**Data to process**.

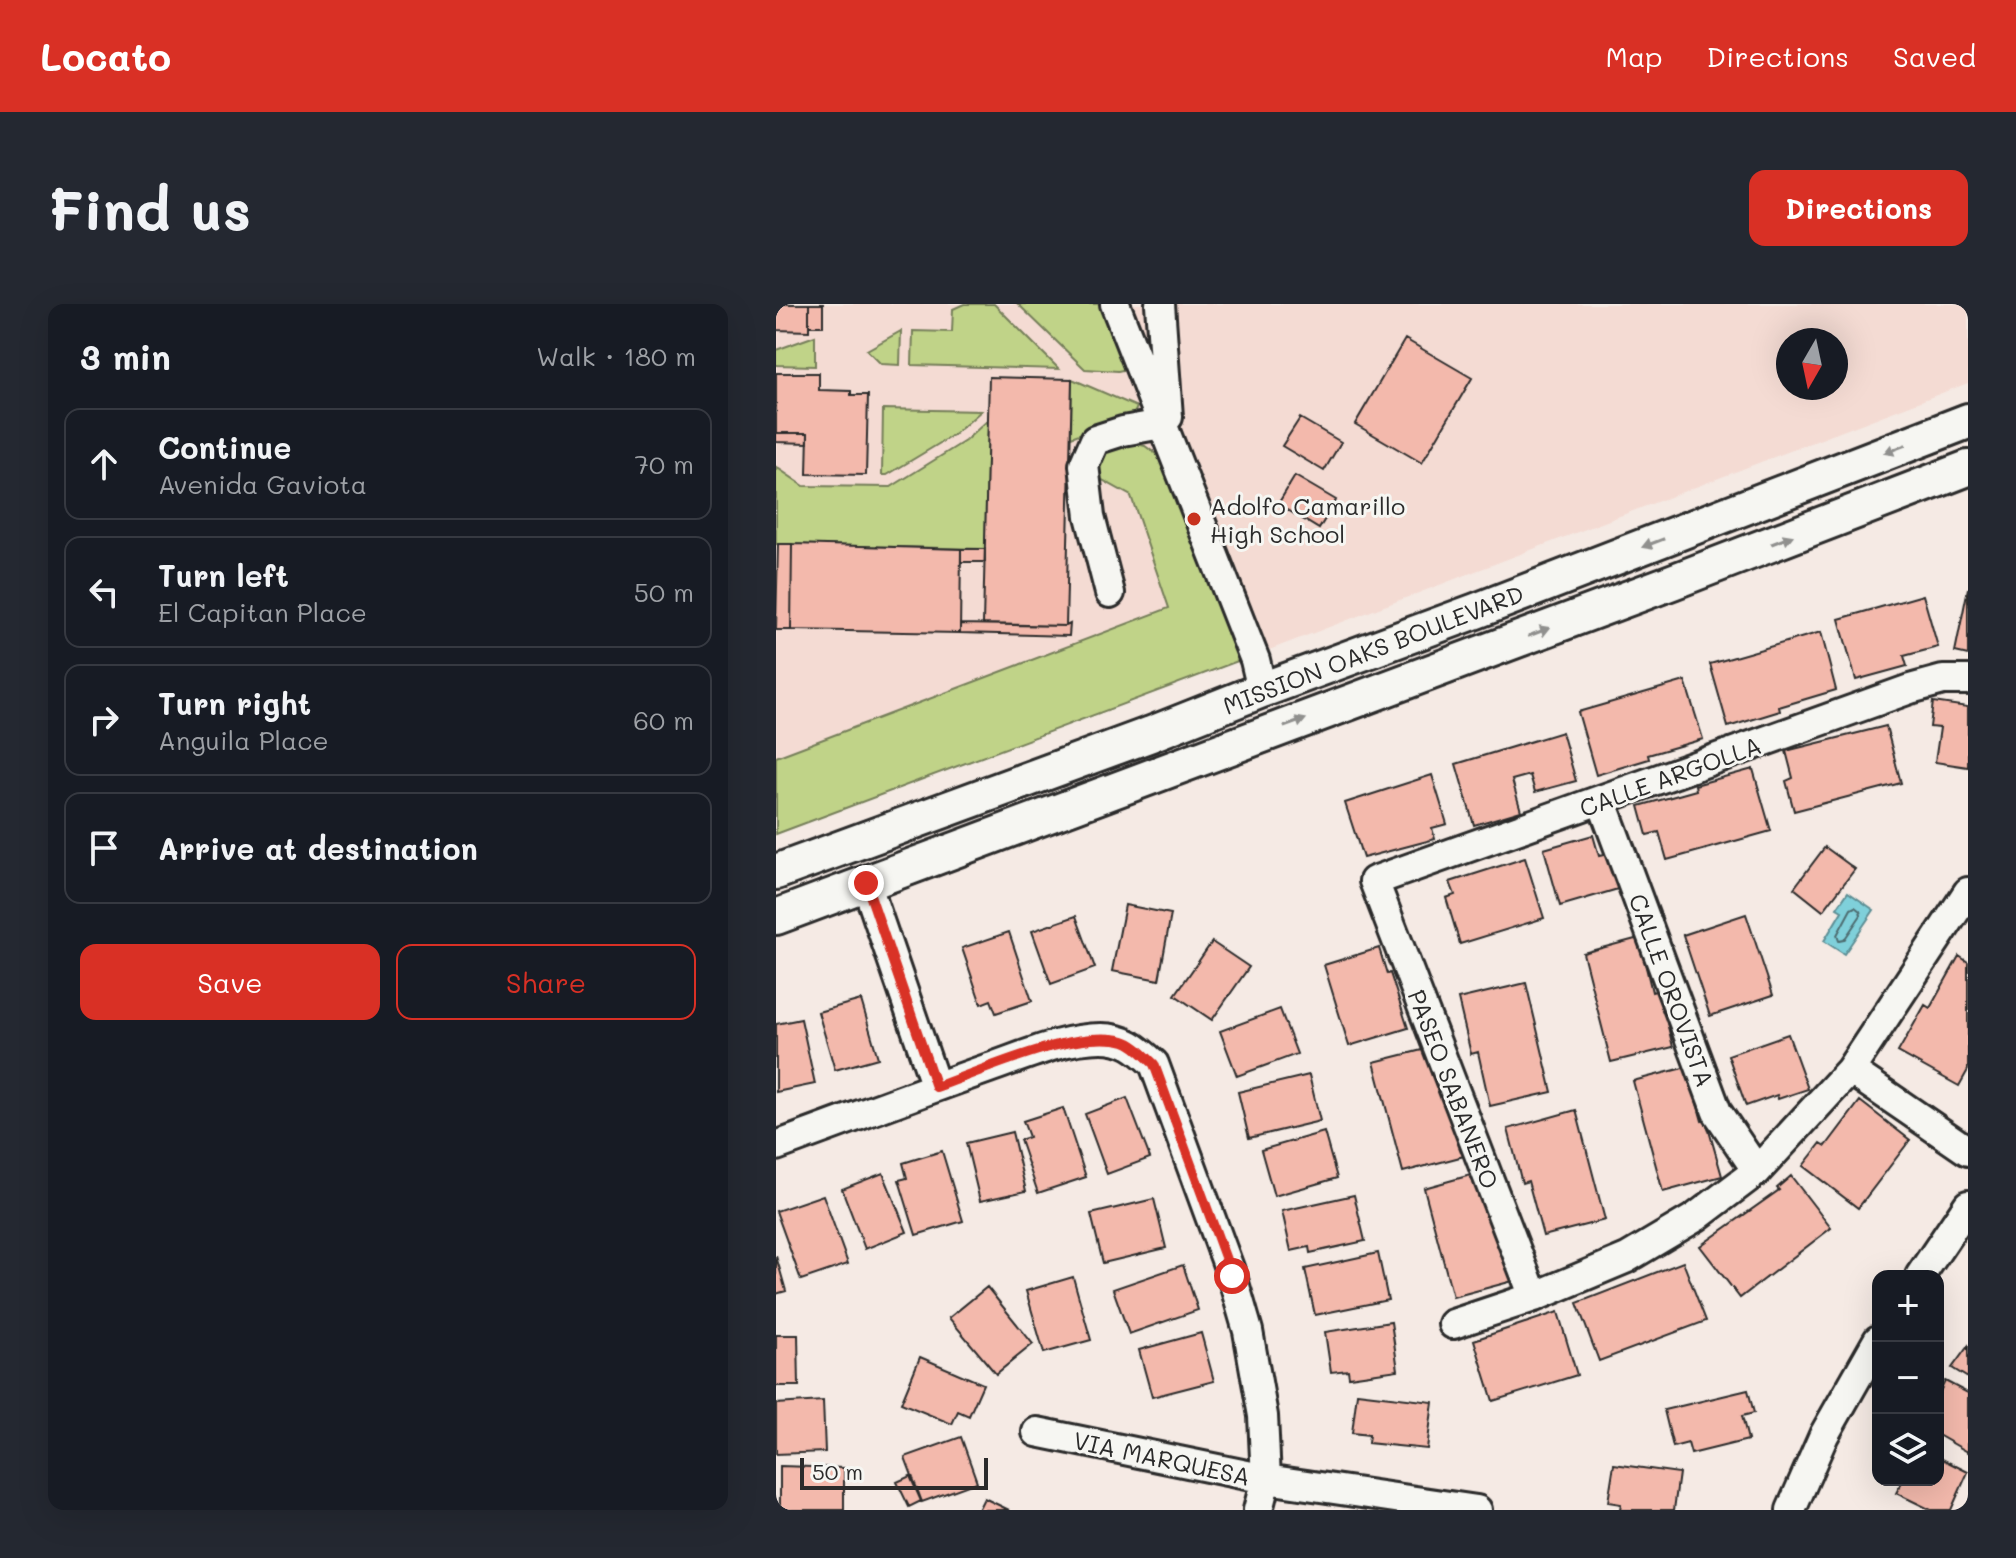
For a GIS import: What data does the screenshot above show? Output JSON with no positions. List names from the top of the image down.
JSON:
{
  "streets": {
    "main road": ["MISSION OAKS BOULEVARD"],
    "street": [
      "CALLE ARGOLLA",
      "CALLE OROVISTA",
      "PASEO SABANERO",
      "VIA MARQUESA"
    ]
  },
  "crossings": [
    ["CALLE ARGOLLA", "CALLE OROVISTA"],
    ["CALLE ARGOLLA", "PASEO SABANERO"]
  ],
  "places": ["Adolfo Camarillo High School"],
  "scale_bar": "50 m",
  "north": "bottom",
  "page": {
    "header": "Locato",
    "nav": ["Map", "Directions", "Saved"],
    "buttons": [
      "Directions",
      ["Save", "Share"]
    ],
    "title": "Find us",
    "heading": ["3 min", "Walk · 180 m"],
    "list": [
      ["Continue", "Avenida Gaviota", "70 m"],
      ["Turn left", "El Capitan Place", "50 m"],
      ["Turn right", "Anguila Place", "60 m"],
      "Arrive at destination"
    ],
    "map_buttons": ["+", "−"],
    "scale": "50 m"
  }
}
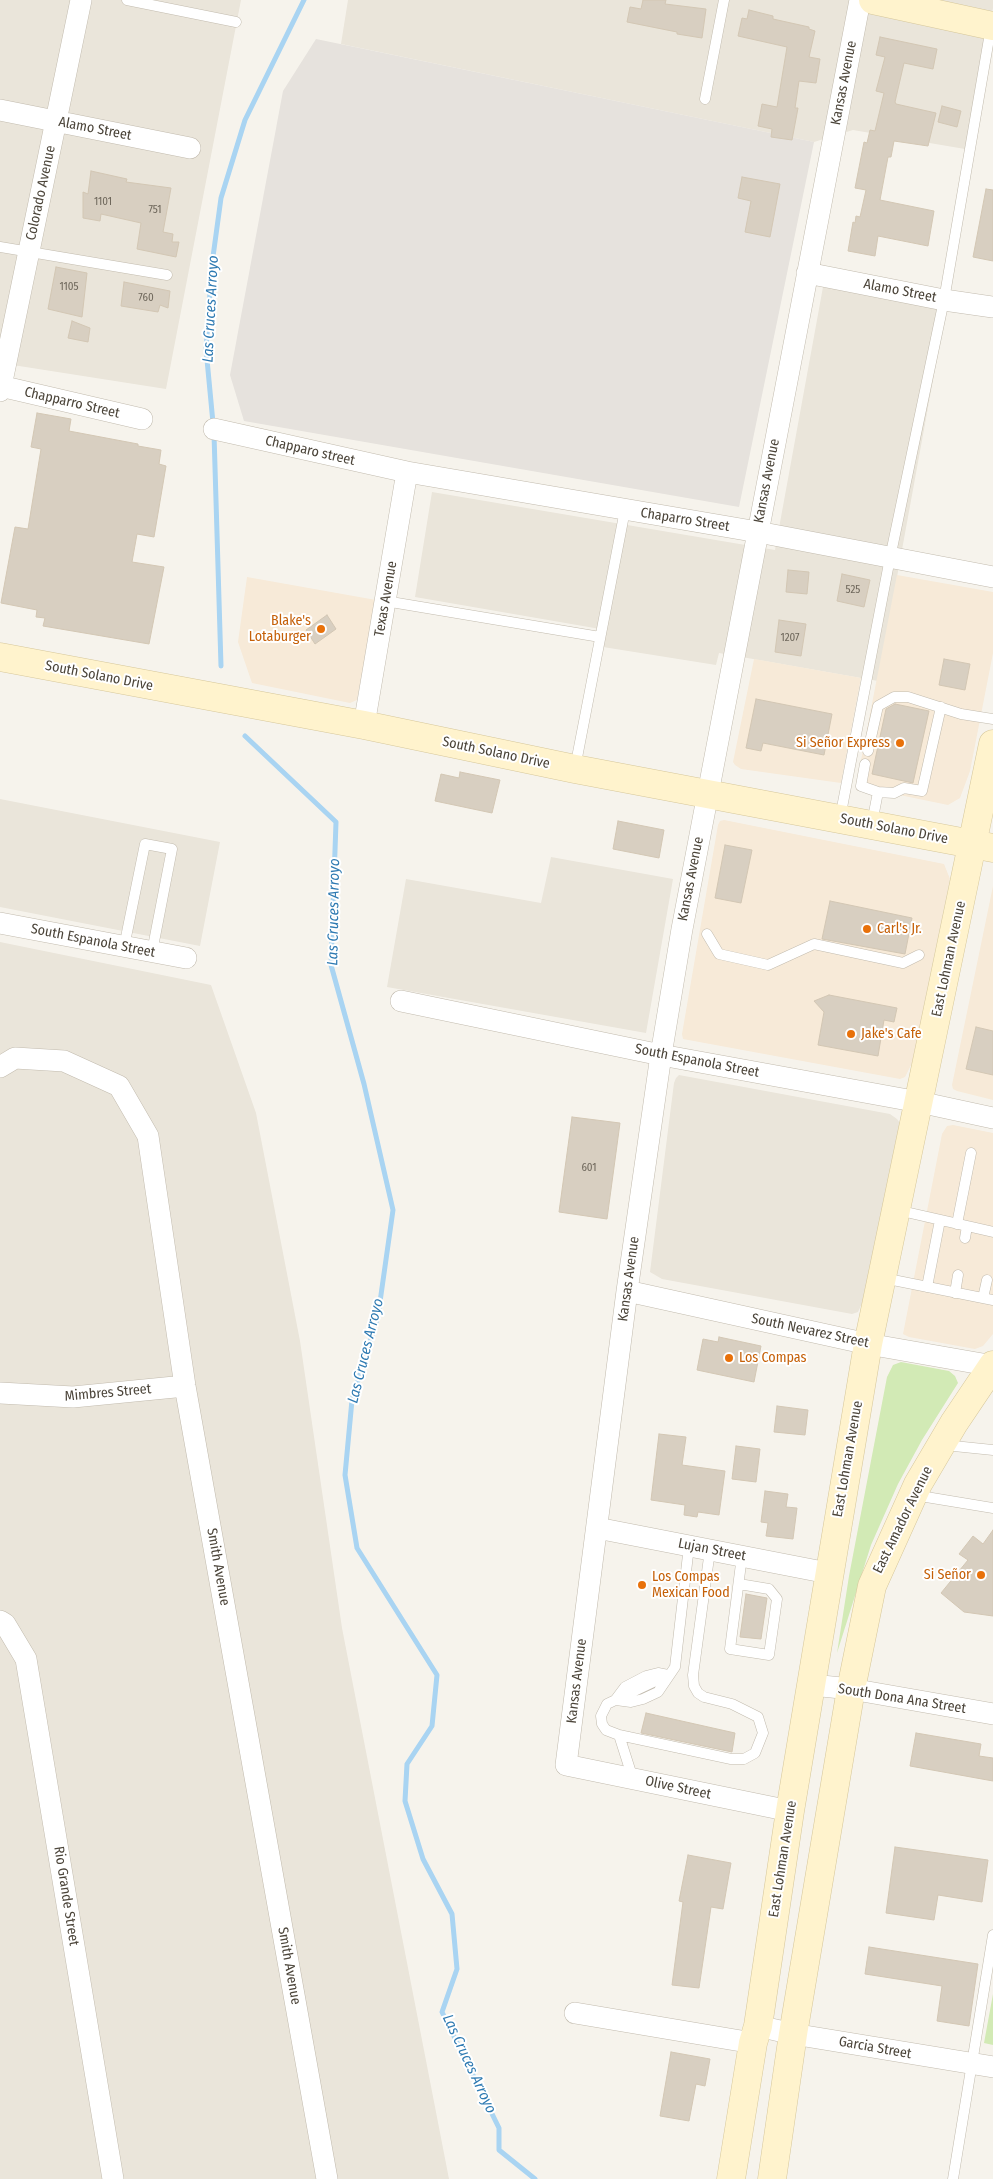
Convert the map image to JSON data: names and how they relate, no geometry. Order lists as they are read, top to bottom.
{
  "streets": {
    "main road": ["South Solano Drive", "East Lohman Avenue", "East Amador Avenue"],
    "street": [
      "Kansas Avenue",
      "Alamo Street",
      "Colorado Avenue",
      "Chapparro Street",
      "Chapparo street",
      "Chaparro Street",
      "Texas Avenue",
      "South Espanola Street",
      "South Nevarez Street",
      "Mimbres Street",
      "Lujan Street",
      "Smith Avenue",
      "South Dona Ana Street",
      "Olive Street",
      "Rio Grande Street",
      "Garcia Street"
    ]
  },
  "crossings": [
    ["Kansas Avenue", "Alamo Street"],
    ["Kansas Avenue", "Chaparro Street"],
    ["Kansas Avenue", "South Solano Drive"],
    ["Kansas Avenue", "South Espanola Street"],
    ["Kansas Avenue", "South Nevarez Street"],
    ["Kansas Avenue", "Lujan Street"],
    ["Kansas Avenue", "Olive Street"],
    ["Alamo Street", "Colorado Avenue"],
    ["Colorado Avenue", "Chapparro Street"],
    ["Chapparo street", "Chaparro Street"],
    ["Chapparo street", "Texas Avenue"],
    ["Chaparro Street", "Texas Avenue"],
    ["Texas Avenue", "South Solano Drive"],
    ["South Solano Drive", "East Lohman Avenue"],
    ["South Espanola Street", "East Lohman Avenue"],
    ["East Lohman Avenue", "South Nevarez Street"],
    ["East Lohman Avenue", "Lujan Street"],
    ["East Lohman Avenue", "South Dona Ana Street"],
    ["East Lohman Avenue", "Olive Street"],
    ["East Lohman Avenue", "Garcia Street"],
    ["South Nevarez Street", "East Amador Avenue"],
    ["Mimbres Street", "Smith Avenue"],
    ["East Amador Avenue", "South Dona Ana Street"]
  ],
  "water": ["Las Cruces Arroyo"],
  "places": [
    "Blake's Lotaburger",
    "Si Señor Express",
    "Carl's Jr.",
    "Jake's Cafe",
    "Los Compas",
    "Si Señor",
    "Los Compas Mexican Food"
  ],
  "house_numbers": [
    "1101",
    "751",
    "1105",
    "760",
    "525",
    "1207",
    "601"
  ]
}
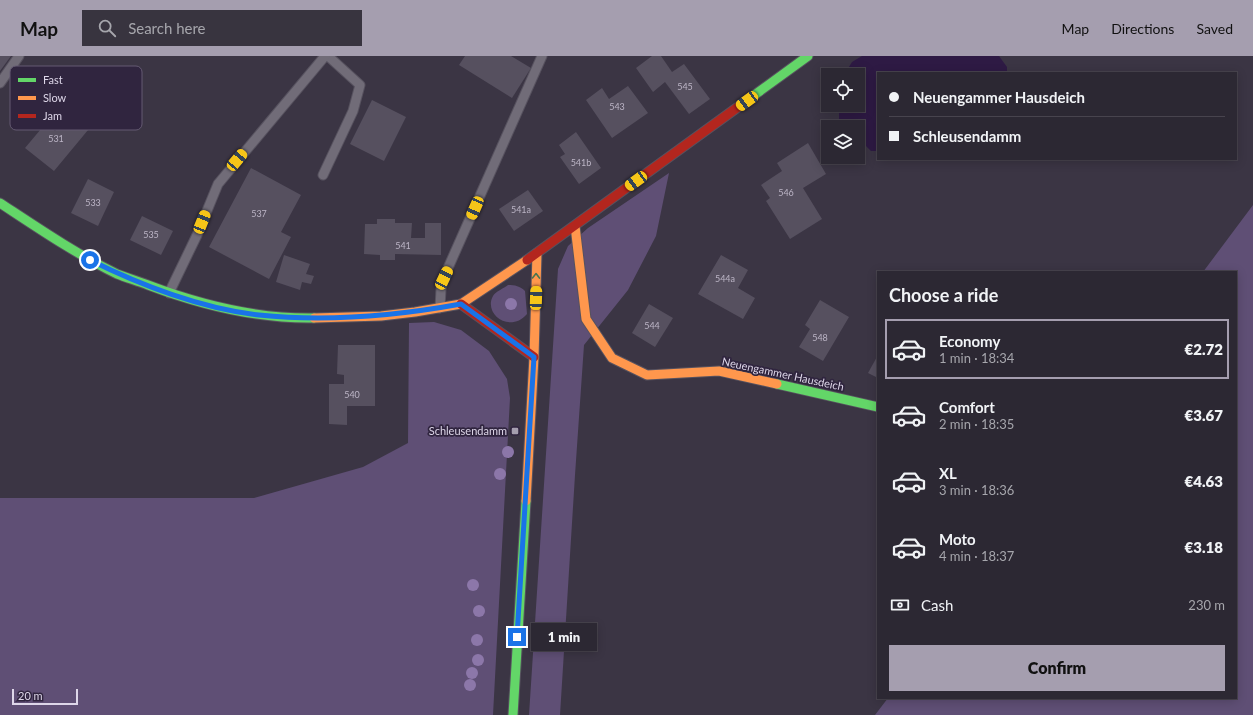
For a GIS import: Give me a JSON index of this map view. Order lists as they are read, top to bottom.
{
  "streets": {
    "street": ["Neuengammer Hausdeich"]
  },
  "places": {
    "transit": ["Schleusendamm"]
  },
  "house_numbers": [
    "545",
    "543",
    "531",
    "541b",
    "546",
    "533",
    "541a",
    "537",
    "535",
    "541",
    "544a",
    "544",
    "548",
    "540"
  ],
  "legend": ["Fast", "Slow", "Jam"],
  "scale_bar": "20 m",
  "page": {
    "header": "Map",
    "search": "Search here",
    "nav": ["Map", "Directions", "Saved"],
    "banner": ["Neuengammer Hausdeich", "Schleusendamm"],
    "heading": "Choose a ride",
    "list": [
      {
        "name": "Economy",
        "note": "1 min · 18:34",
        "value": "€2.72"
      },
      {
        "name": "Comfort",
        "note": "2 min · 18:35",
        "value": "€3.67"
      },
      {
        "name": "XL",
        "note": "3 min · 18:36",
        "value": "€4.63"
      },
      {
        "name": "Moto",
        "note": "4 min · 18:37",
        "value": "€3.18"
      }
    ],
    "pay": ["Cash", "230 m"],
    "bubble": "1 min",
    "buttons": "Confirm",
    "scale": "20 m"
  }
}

**Your goal**.
If a line in the material contains "Olive", show it.

**Output below**.
      "Olive Street",
    ["Kansas Avenue", "Olive Street"],
    ["East Lohman Avenue", "Olive Street"],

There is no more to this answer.